:: Material supplied ::
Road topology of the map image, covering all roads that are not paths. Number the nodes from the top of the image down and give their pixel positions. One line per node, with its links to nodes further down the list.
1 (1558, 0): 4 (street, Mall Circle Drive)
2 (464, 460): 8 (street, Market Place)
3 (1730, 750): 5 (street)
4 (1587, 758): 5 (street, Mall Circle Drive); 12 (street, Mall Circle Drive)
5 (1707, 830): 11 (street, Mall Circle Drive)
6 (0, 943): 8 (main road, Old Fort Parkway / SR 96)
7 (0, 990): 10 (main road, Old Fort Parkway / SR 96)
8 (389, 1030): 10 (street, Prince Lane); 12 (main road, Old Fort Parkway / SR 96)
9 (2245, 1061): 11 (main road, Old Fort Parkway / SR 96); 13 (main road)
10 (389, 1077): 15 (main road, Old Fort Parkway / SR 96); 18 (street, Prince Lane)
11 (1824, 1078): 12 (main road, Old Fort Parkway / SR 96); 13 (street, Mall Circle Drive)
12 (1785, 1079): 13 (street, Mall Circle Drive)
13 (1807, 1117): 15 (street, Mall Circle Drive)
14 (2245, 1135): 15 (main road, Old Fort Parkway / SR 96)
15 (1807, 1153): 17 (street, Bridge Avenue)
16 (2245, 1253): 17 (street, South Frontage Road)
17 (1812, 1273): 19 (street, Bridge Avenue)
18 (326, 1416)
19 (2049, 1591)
:::
- _What is required_
In the entries above, identify each line that includes the string "Bridge", then copy it.

- _Answer to this task_
15 (1807, 1153): 17 (street, Bridge Avenue)
17 (1812, 1273): 19 (street, Bridge Avenue)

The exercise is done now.